The Illinois Supreme Court recently rendered an opinion that could ultimately affect the entire security industry. The case involved the Illinois Biometric Information Privacy Act (BIPA).

The plaintiff in the action claimed that its employer violated the BIPA as it collected biometric information without prior informed consent.

The court referred to a decision by the United States Court of Appeals for the Seventh Circuit, which certified the following question of law to the court: Do Section 15(b) and 15(d) claims accrue each time a private entity scans a person’s biometric identifier and each time a private entity transmits such a scan to a third party, respectively, or only upon the first scan and first transmission?

Section 15(b) of the BIPA provides, “No private entity may collect, capture, purchase, receive through trade, or otherwise obtain a person’s or a customer’s biometric identifier or biometric information, unless it first;

Informs the subject or the subject’s legally authorized representative in writing that a biometric identifier or biometric information is being collected or stored;

Informs the subject or the subject’s legally authorized representative in writing of the specific purpose and length of term for which a biometric identifier or biometric information is being collected, stored, and used; and

Receives a written release executed by the subjects of the biometric identifier or biometric information or the subject’s legally authorized representative.”

Section 15(d) of the Act provides, in relevant part, that, “No private entity in possession of a biometric identifier or biometric information may disclose, redisclose, or otherwise disseminate a person’s or a customer’s biometric identifier or biometric information unless the subject of the biometric identifier or biometric information or the subject’s legally authorized representative consents to the disclosure or redisclosure.”

The plaintiff was a manager of a restaurant in Illinois. Shortly after her employment began the restaurant introduced a system that required its employees to scan their fingerprints to access their pay stubs and computers. A third-party vendor then verified each scan and authorized the employee’s access.

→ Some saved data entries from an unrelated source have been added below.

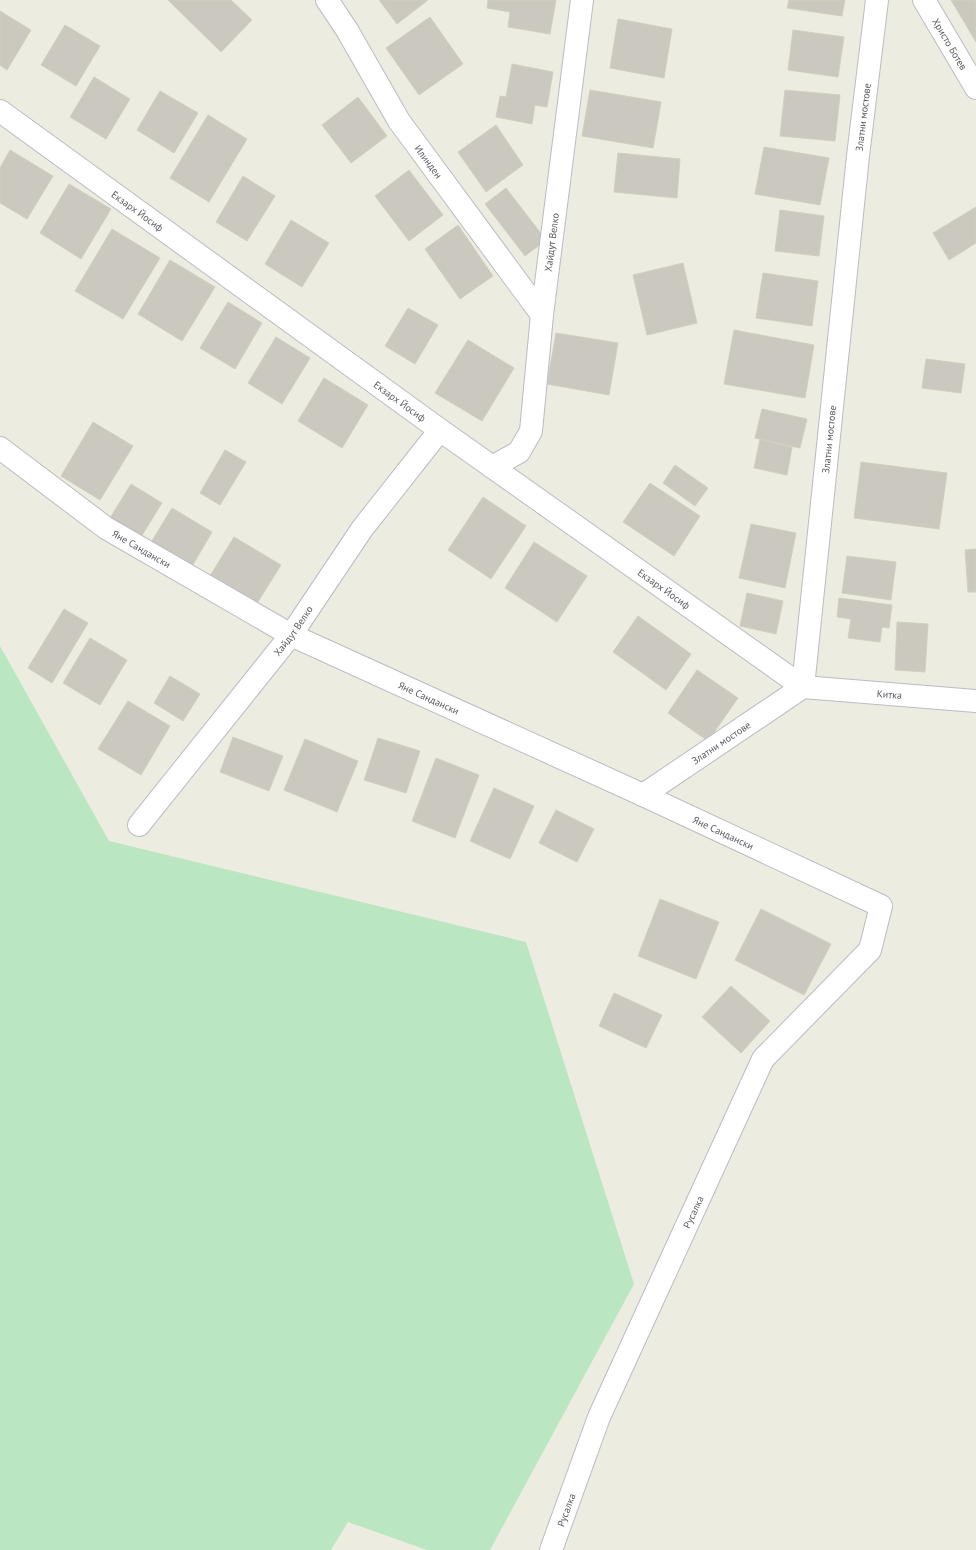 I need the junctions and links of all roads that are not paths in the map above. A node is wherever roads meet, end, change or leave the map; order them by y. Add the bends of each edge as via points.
1 (327, 0) edge
2 (582, 0) edge
3 (876, 0) edge
4 (924, 0) edge
5 (976, 88) edge
6 (0, 111) edge
7 (542, 315) junction
8 (440, 430) junction
9 (0, 448) edge
10 (492, 467) junction
11 (291, 635) junction
12 (803, 687) junction
13 (976, 701) edge
14 (643, 795) junction
15 (140, 825) dead end
16 (881, 906) joint
17 (551, 1550) edge

1 - 7 street, Илинден via 399,121
2 - 7 street, Хайдут Велко
3 - 12 street, Златни мостове
4 - 5 street, Христо Ботев
6 - 8 street, Екзарх Йосиф
7 - 10 street, Хайдут Велко via 531,431 519,452
8 - 10 street, Екзарх Йосиф
8 - 11 street, Хайдут Велко via 362,529
9 - 11 street, Яне Сандански via 106,528
10 - 12 street, Екзарх Йосиф
11 - 14 street, Яне Сандански
11 - 15 street, Хайдут Велко
12 - 13 street, Китка
12 - 14 street, Златни мостове
14 - 16 street, Яне Сандански
16 - 17 street, Русалка via 870,950 763,1059 599,1416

The plaintiff alleged that the restaurant implemented the biometric-collection system without obtaining her consent in violation of the act.

The court agreed with the plaintiff that the plain language of the statute supports her interpretation. “Collect” means to “receive, gather, or exact from a number of persons or other sources.” “Capture” means “to take, seize, or catch.”

The court indicated that the act operates to codify an individual’s right to privacy in and control over their biometric identifiers and information. In citing a previous case, the court indicated that a person is “aggrieved” or injured under the act “when a private entity fails to comply with one of Section 15’s requirements.”

Again focusing on the previous case, the court determined that “when a private entity fails to comply with one of Section 15’s requirements, that violation constitutes an invasion, impairment, or denial of the statutory rights of any person or customer whose biometric identifier or biometric information is subject to the breach.”

The act provides for statutory damages of $1,000 or $5,000 for each violation of the statute.

The court pointed out that they were not being asked to render a decision on the damages in the case, rather they were being asked to determine the legislative intent by considering the consequences of construing the statute. The majority of the court then went on to conclude that the plain language of Section 15(b) and 15(d) shows that a claim accrues under the act with every scan or transmission of biometric identifiers or biometric information without prior informed consent.

The court did clarify that “the active verbs used in Section 15(b), collect, capture, purchase, receive and obtain — all means to control.” So if companies do not gain control, they should not be liable under this decision.

Although the decision was in the state of Illinois, it should be considered by any company requiring and disseminating biometric information. Many jurisdictions throughout the country are considering privacy legislation as well as restrictions on the use of biometrics. It could create catastrophic exposure to any company.